I love history. Yes, that’s #nerdy.
This was not always the case. As a kid, my father, a then-history teacher, used to revel at dragging me to every historical monument across the United States—which in my child’s mind was resembled, “Look kids! Big Ben! Parliament!”
The history seed was planted, and grew into an odd twisted bush of an interest. As a writer, I try to visit each locale I write about, as nothing imbues setting into a book like photo’s and being immersed in the real setting.
My mother related to me how, as a young teen, she and her brother were sent to stay with their aunt and uncle…at an asylum. My mother’s aunt and uncle were caretaker’s, and while visiting, she and her brother attended an asylum ball. She related several hair-raising stories, and a few even made it into REQUIEM RED. *If you figure out that pun and email me, I have a special prize for any who decipher my comment/hint.
I visited Trans-Allegheny Lunatic Asylum in West Virginia twice—first for a photo day, and the second for a historical tour.
This is a picture of a child from the asylum—they wards were separated into men, women and children, and many of the physicians and their families, lived on site.
The asylum is of Kirkbride Architecture—which were popular during the 1800’s. It was built between 1858 to 1881, and is the largest hand-cut stone masonry in North America, second only to The Kremlin.
Massive, cold and foreboding, my historical guide related if you walked it end to end, the asylum would cover four square miles.
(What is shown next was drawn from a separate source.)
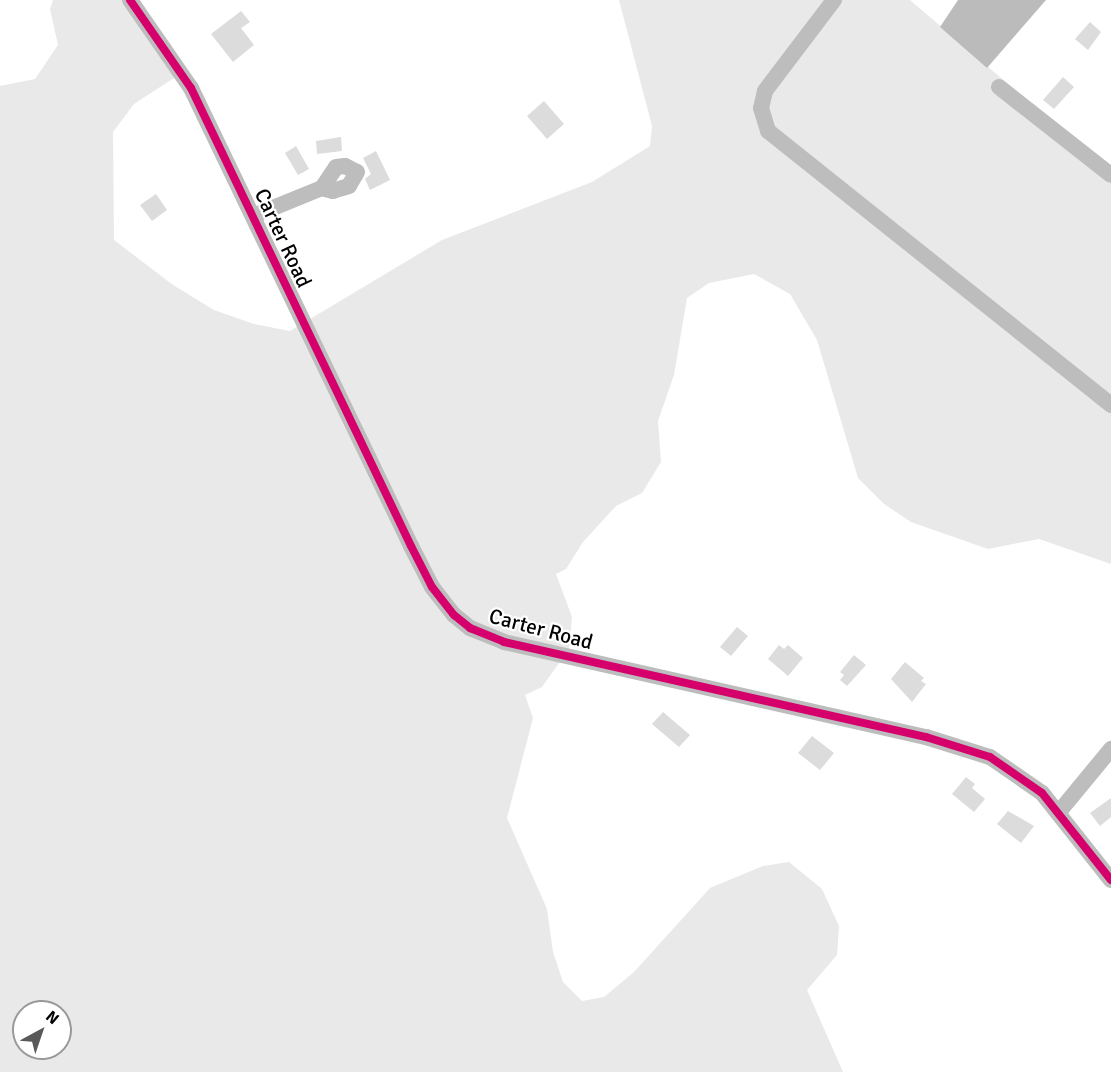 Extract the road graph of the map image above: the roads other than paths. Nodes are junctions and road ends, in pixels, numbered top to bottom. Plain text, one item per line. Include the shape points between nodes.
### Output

In such desperate conditions, it was all too easy to picture my protagonist Jane, struggling to keep her hope alive, drowning her desires in her music in her effort to remain sane.
Although the asylum is now only open for tours, they do have an asylum ball every year. If you happen to be in Weston, West Virginia in October…stop by.
And do visit Jane. She was born in the asylum. Has never been outside. Never eaten in a pub, never known a home.
But all that is about to change…
About Brynn Chapman
Born and raised in western Pennsylvania, Brynn Chapman is the daughter of two teachers. Her writing reflects her passions: science, history and love–not necessarily in that order. In real life, the geek gene runs strong in her family, as does the Asperger’s syndrome. Her writing reflects her experience as a pediatric therapist and her interactions with society’s downtrodden. In fiction, she’s a strong believer in underdogs and happily-ever-afters. She also writes non-fiction and lectures on the subjects of autism and sensory integration and is a medical contributor to online journal The Age of Autism.
About THE REQUIEM RED
Life for patient Twenty-Nine is full of medicated day dreaming of a life outside the walls of the walls of Soothing Hills Asylum.
But fantasies are not all that consume her.
A monster roams the halls of the sanitarium she reluctantly calls home.
Three girls have been found dead.
The dead girls share one common thread…each was Twenty-nine’s cell mate.
As the investigation gets under way, Twenty-Nine retreats into her mind, listening to the voices that call to her. She is endowed with the cursed gift of perception. Through it, she hears messages carried upon the notes of music, discerns words hidden among the strokes of paintings, and minds pleadings for help from the corn field outside.
Could the key to the murders lie within Patient Twenty-Nine’s broken mind?
Mason, an orderly, sees Twenty-Nine as a woman, not a lunatic. As his belief in her grows, so does her self-confidence. The possibility of one day leaving the asylum seems less and less like a fantasy.
But the monster has other plans for Twenty-Nine. Leaving will not be so easy. At least, not while alive.